Earth on parallel timelines is in exactly the same situation as this Earth. As the courtiers understand it, all the Earths are even maintained by the same set of Powers, though the populations of humans and courtiers are different.
Unlike the mundane inhabitants of Earth, the fays and other folk of the nearby arcane realms are vividly aware of the Breakdown. Most are upset and bewildered. The great sages and mages know exactly what is happening, and the vast majority want things back the way they were as soon as possible.
There are, however, some folk who see opportunities in the Breakdown. If the Courts are abolished, perhaps ex-courtiers will be available as partners, servants, or slaves. Or perhaps one could take their place and, with no supervising Court, run the distribution of Order and Chaos in a way closer to the heart's desire. Or perhaps the current situation will just become permanent, presenting occasional and useful loopholes in the normal strictures of reality.
The Seven Elders want normality restored, urgently. They may have sharp remarks for any courtiers they encounter, but they will certainly help any collaborators if they can. They will be unremittingly hostile to anything that stands in the way of the restoration. However, they were always hard to contact and are now even harder.
Many of the dead are still actively interested in Earth and much more aware of the Breakdown than the living are. They are, however, people whose original brains have rotted away, and not all of them are thinking clearly. This could get messy.
The celestials are not pleased with the Courts as a whole. If a courtier is not a collaborator, it is in trouble with any angel it meets. Even if it is a collaborator, it may be in trouble if the particular angel gives more weight to the courtier's membership in a rebellious Court than to its individual efforts to keep things going.

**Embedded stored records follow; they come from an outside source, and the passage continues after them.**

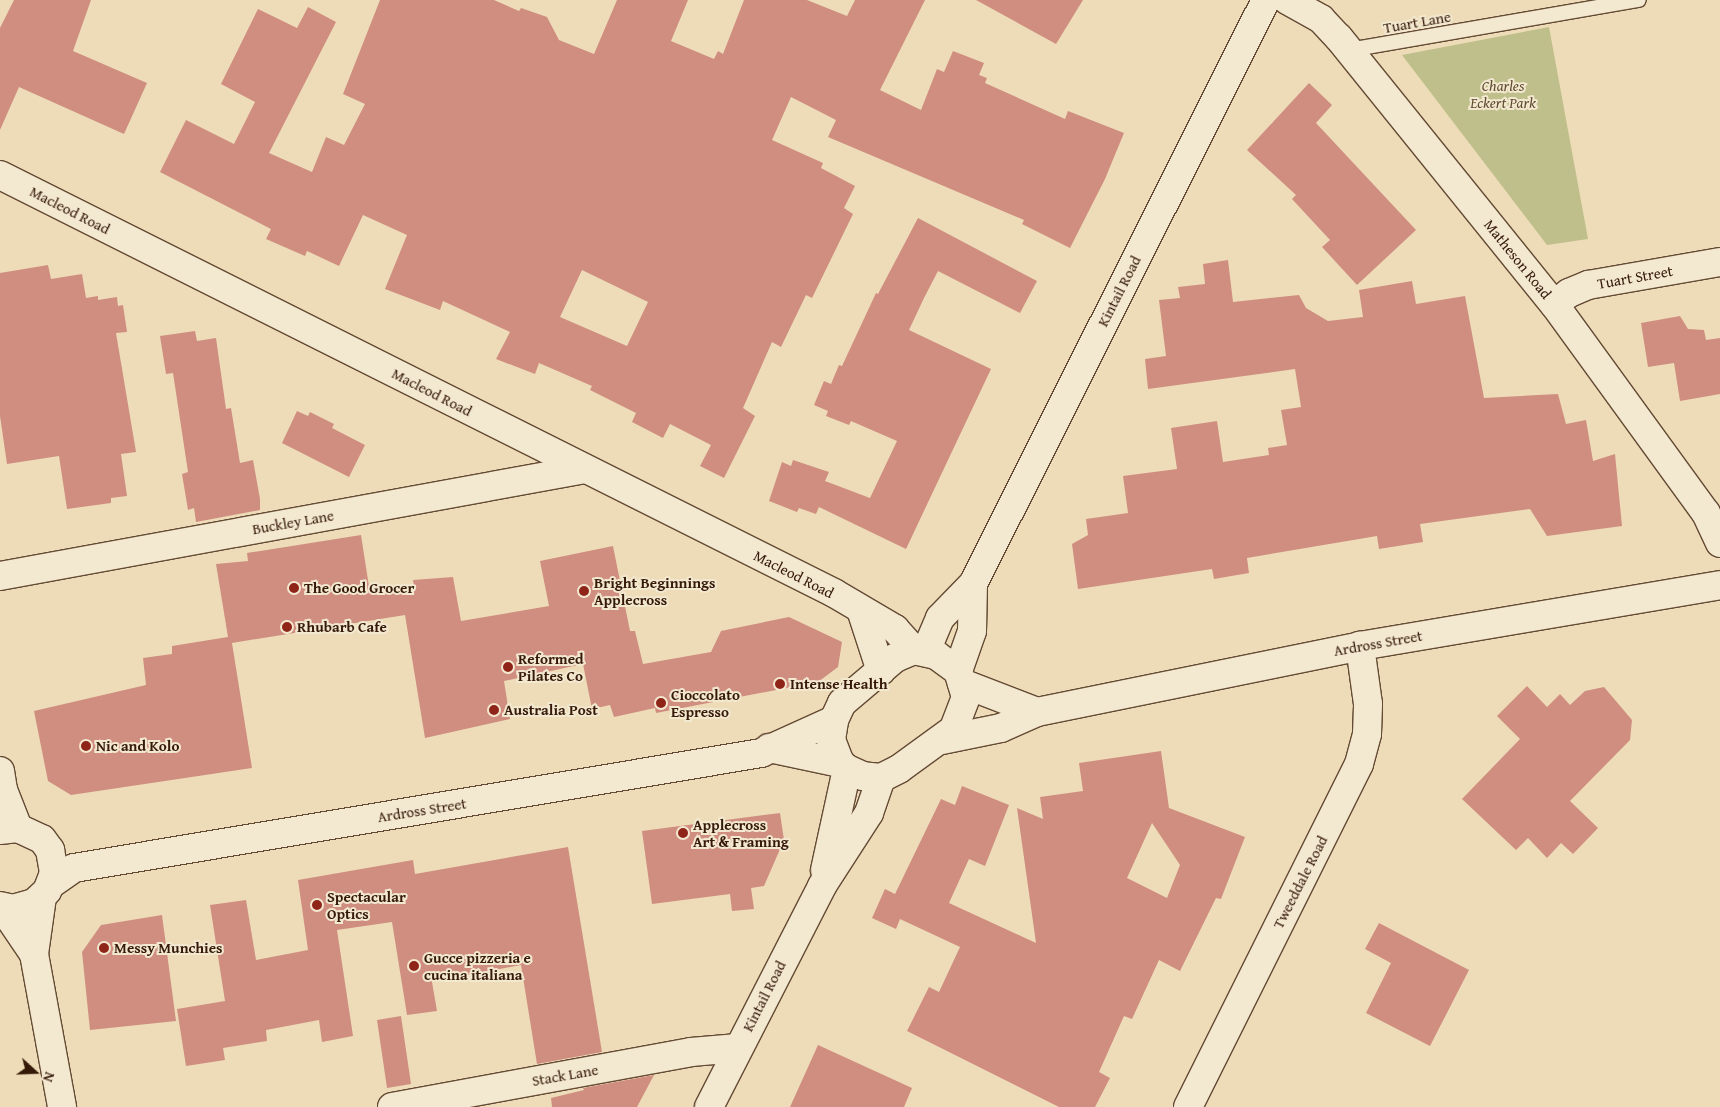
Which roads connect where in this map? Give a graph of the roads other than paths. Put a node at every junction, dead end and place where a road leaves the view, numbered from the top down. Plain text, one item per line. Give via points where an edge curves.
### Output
1 (1266, 0) edge
2 (1287, 0) edge
3 (1639, 0) edge
4 (1350, 50) junction
5 (0, 175) edge
6 (1720, 262) edge
7 (1554, 304) junction
8 (585, 469) junction
9 (1720, 543) edge
10 (0, 576) edge
11 (974, 584) junction
12 (1720, 585) edge
13 (862, 613) junction
14 (1360, 646) junction
15 (920, 651) junction
16 (881, 671) junction
17 (960, 677) junction
18 (1037, 712) junction
19 (834, 720) junction
20 (942, 740) junction
21 (768, 748) junction
22 (843, 766) junction
23 (881, 778) junction
24 (1, 788) edge
25 (9, 829) edge
26 (50, 850) junction
27 (74, 868) junction
28 (822, 886) junction
29 (46, 890) junction
30 (1, 906) edge
31 (34, 954) junction
32 (738, 1048) junction
33 (62, 1107) edge
34 (392, 1107) edge
35 (709, 1107) edge
36 (1188, 1107) edge

1 - 11 street, Kintail Road
2 - 4 street, Matheson Road via 1321,19
3 - 4 lane, Tuart Lane
4 - 7 street, Matheson Road
5 - 8 street, Macleod Road
6 - 7 street, Tuart Street via 1588,285
7 - 9 street, Matheson Road via 1706,513
8 - 10 street, Buckley Lane
8 - 13 street, Macleod Road via 834,593
11 - 15 street, Kintail Road via 940,618
11 - 17 street, Kintail Road via 972,631
12 - 14 street, Ardross Street
13 - 15 street, Macleod Road via 895,629
13 - 16 street
14 - 18 street, Ardross Street
14 - 36 street, Tweeddale Road via 1368,704 1367,734 1359,764
15 - 16 street via 895,658
15 - 17 street
16 - 19 street via 842,703
17 - 18 street
17 - 20 street via 966,698 962,714 954,729
18 - 20 street, Ardross Street via 1000,728
19 - 21 street, Ardross Street
19 - 22 street via 831,740
20 - 23 street
21 - 22 street
21 - 27 street, Ardross Street via 761,753
22 - 23 street via 863,776
22 - 28 street, Kintail Road
23 - 28 street, Kintail Road via 869,813
24 - 25 street
25 - 26 street via 31,831
26 - 27 street
26 - 29 street via 54,867
27 - 29 street, Ardross Street
28 - 32 street, Kintail Road
29 - 30 street, Ardross Street via 24,908
29 - 31 street
30 - 31 street
31 - 33 street
32 - 34 street, Stack Lane via 691,1052
32 - 35 street, Kintail Road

The Powers, Virtues, and Dominations ("the Powers" for short, a.k.a. the Eretsarin, a.k.a. "the gods") are the particular angels trying to keep the world going during the Breakdown and are thus very busy. Besides the above attitudes, the Powers do not want any unnecessary interuptions.
There is no unity in Hell, so it is not surprising that devils disagree about the Breakdown. If they weren't concerned with Earth, they are generally indifferent, but demons who are mainly angry at the angels see this as a good time to attack them, or at least the Powers. Rogue and loyalist courtiers may be tempted to make common cause with them.
Destructive and nihilistic demons see this as a great way to end the world early, but corruptive demons need something to corrupt. Collaborating courtiers may be tempted to make common cause with these.